The tolls passed in New York’s 2020 budget won’t be implemented until Dec. 31, 2020, at the soonest. For the city’s taxis, ride-hailing services, and other for-hire vehicles, though, a version of congestion pricing already took effect. Beginning Feb. 2, 2019, a “congestion surcharge” enacted in April 2018 kicked in for trips in for-hire vehicles that at any point touched Manhattan south of 96th Street.

The surcharge favors Uber and other companies that offer shared rides, like Lyft and Via, because it charges $0.75 per shared trip compared to $2.50 per applicable yellow cab ride and $2.75 for any non-yellow cab private ride (for example, a regular Uber or black car). Uber threw its lobbying weight behind congestion pricing, spending $100,000 to lobby state lawmakers in the first go-round, and allocating another $1 million toward the effort last summer.

The plan was sharply criticized by the taxi industry as a devastating price increase that would further disadvantage drivers already struggling to keep pace with changes wrought by Uber. Nine for-hire drivers in New York City have died by suicide since late 2017, with the most recent death reported on March 24. Congestion pricing will also make deliveries into Manhattan more expensive, which will likely trickle down to consumers in the form of price increases.

Uber and Lyft are now pushing for a similar toll in Seattle as an alternative to a specific tax on ride hailing. Talk of congestion pricing has also surfaced in Los Angeles, a city known for its street-choking traffic.

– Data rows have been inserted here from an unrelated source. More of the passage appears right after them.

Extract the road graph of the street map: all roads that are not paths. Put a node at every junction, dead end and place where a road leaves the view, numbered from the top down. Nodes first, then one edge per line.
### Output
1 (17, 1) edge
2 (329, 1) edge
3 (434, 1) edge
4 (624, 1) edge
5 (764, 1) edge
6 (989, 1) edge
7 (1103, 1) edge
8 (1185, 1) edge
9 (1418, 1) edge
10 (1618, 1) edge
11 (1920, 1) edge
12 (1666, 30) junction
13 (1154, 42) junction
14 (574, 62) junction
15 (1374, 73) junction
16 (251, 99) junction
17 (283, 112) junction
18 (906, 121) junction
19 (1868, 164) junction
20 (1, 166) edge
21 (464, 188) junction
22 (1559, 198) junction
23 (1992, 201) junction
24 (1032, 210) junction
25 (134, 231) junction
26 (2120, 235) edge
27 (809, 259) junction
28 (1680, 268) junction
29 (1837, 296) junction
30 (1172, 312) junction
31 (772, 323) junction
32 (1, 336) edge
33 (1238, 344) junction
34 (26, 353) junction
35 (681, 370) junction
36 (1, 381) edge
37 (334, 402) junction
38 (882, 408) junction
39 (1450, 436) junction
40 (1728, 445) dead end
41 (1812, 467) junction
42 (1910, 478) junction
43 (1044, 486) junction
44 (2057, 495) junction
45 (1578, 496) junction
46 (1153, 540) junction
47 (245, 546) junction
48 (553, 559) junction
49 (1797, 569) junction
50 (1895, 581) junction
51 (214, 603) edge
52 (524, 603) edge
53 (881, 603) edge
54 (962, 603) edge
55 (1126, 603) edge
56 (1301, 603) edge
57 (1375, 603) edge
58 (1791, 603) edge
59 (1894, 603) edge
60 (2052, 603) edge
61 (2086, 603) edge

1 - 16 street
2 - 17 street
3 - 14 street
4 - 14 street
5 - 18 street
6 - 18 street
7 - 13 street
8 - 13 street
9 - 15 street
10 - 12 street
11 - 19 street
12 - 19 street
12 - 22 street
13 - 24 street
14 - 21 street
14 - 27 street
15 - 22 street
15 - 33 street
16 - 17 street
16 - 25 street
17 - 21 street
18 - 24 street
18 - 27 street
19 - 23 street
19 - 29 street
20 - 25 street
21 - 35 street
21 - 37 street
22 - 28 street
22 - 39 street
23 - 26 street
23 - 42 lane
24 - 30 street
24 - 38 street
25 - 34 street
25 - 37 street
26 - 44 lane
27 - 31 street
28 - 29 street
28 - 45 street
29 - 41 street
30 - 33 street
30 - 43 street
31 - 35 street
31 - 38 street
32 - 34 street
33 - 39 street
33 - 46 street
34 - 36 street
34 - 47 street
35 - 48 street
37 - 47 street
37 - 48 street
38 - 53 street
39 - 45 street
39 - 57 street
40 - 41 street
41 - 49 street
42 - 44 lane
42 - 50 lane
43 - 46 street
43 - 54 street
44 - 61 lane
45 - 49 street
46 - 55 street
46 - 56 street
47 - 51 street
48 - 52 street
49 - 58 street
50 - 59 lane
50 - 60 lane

While the US has never before tried congestion pricing, international cities that have adopted the policy know it works. Vehicle speeds rise, and congestion and carbon emissions fall. “If you survive this valley of political death, and people actually see the benefits, and also realize that, in addition to the benefits, it’s actually not as bad as you thought,” Stockholm transportation director Jonas Eliasson told Curbed in March 2018, “then support starts going up again.”